Description of the task
Reproduce each line from the records that holds "points".

Records supplied

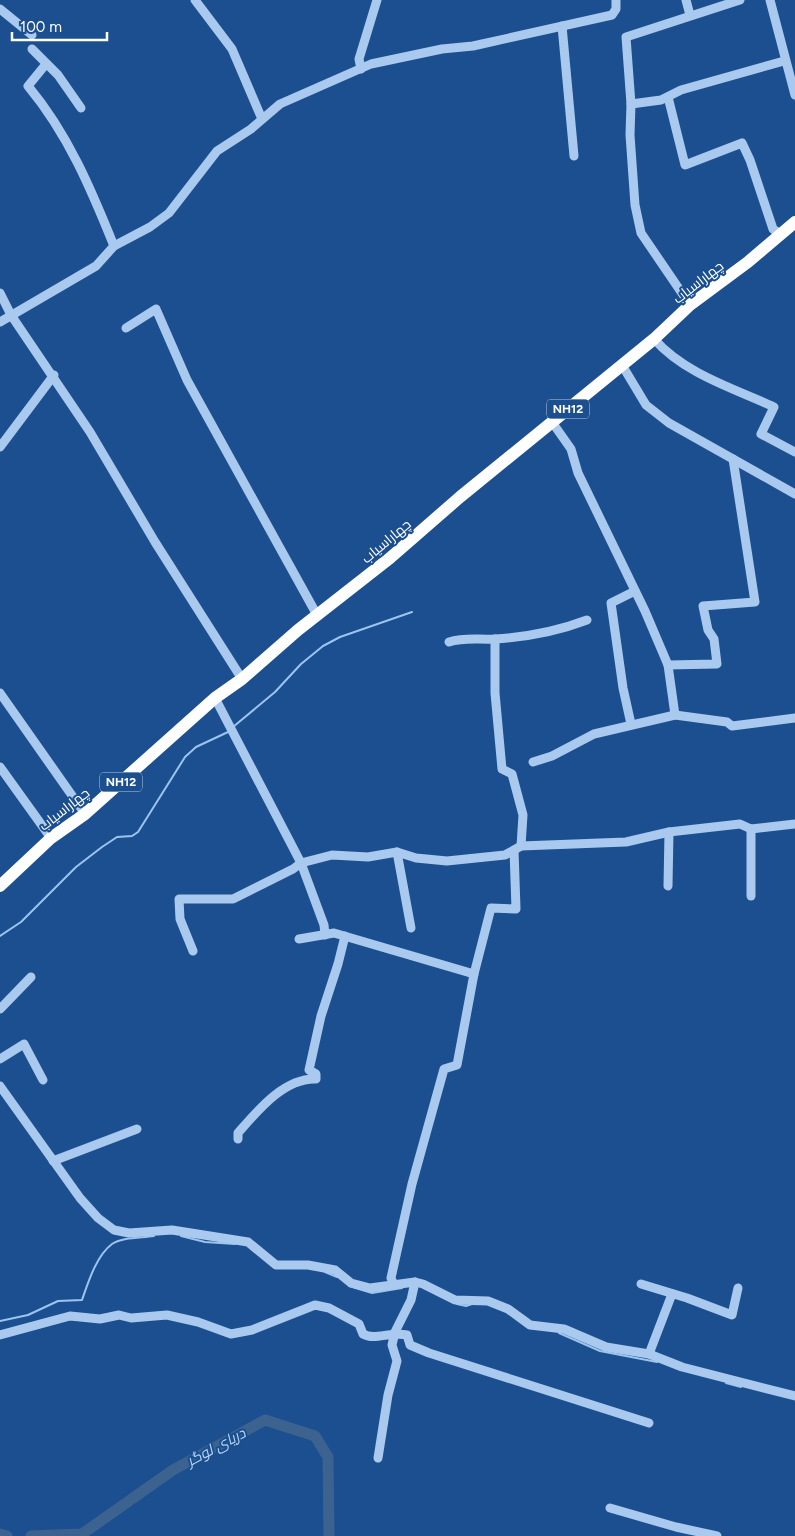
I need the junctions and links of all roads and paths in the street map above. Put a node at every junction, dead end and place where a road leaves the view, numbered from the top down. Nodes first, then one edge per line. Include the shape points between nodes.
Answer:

* * *

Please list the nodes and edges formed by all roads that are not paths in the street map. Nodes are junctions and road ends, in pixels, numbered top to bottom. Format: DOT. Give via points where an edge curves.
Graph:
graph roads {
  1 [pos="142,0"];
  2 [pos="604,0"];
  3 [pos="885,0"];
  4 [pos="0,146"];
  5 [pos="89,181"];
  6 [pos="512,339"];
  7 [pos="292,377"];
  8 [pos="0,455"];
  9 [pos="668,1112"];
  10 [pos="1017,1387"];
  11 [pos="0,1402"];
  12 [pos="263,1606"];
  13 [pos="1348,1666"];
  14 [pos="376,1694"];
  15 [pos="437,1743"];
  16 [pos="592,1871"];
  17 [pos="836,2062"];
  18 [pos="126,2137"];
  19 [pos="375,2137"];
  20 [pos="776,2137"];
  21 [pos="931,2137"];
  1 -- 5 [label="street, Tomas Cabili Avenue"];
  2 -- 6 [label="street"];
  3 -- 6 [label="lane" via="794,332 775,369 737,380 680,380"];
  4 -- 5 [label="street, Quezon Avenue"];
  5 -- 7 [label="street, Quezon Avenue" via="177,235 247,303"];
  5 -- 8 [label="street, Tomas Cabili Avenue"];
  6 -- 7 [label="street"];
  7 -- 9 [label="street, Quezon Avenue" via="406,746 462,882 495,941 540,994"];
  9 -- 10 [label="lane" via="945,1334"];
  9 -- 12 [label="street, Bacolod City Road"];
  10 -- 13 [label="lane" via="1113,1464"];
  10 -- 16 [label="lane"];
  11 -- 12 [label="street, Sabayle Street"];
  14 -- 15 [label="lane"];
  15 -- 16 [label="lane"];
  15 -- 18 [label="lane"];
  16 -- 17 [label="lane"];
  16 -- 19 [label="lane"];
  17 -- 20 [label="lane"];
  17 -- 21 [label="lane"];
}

==

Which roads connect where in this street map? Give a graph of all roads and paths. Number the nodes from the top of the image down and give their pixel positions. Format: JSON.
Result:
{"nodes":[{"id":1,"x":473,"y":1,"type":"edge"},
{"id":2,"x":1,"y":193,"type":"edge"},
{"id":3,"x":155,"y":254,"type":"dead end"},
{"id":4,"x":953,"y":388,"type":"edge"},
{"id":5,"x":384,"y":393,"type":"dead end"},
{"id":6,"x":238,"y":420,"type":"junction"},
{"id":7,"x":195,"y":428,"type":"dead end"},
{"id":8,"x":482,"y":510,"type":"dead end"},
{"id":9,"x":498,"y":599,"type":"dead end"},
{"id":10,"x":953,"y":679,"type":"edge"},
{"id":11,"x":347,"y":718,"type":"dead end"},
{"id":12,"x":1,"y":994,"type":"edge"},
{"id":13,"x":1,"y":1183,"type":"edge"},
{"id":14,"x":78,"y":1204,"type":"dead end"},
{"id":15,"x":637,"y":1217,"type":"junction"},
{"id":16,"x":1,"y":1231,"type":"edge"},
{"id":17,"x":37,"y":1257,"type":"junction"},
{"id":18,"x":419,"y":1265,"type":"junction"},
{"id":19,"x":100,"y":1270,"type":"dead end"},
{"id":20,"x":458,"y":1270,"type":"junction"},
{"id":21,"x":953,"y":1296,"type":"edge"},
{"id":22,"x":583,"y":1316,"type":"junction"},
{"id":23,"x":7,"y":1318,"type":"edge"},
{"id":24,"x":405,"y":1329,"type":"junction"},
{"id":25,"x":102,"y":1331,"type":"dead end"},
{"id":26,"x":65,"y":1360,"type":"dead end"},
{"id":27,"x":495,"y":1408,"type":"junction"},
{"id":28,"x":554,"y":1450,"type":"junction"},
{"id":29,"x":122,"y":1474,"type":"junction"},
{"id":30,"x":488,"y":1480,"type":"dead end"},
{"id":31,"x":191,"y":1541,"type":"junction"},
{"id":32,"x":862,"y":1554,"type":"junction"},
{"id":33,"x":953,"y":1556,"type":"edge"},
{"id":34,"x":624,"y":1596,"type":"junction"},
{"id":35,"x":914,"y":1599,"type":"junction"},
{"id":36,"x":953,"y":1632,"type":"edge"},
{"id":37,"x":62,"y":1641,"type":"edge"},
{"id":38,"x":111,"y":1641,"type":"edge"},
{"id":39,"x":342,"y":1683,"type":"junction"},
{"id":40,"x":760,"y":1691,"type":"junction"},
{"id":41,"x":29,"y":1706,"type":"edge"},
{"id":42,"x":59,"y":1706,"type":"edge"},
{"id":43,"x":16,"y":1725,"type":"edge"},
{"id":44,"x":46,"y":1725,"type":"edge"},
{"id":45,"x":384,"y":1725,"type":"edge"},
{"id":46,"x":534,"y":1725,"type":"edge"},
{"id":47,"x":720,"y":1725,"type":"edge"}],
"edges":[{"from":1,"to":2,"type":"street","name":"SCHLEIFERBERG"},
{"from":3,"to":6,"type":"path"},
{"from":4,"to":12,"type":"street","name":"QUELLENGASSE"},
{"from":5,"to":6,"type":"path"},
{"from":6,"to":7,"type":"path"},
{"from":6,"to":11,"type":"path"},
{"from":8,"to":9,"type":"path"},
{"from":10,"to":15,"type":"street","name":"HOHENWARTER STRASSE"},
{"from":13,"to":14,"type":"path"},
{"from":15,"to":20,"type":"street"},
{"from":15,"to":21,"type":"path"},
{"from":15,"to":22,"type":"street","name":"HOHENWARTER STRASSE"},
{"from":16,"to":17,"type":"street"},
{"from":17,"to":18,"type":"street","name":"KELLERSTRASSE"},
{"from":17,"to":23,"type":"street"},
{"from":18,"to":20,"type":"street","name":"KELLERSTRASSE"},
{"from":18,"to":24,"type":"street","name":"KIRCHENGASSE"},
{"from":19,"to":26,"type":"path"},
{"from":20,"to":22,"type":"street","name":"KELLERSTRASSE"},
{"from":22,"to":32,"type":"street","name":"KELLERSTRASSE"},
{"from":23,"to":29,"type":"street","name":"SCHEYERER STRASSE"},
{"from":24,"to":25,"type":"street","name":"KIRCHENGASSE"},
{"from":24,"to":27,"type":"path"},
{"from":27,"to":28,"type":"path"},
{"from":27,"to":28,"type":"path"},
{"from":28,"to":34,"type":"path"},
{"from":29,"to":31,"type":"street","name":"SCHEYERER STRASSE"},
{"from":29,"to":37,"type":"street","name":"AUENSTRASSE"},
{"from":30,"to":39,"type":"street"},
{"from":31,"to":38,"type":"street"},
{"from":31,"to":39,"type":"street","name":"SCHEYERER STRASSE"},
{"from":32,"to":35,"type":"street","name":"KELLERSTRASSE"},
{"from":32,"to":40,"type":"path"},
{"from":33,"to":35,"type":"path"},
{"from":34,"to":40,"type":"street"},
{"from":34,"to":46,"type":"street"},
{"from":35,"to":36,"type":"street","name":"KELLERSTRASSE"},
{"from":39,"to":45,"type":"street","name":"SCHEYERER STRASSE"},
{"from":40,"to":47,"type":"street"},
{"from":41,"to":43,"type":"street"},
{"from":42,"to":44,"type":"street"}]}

Solved exercise
I need the junctions and links of all roads and paths in the street map above. Put a node at every junction, dead end and place where a road leaves the view, numbered from the top down. Nodes first, then one edge per line. Include the shape points between nodes.
Please list the nodes and edges formed by all roads that are not paths in the street map. Nodes are junctions and road ends, in pixels, numbered top to bottom. Format: DOT. Give via points where an edge curves.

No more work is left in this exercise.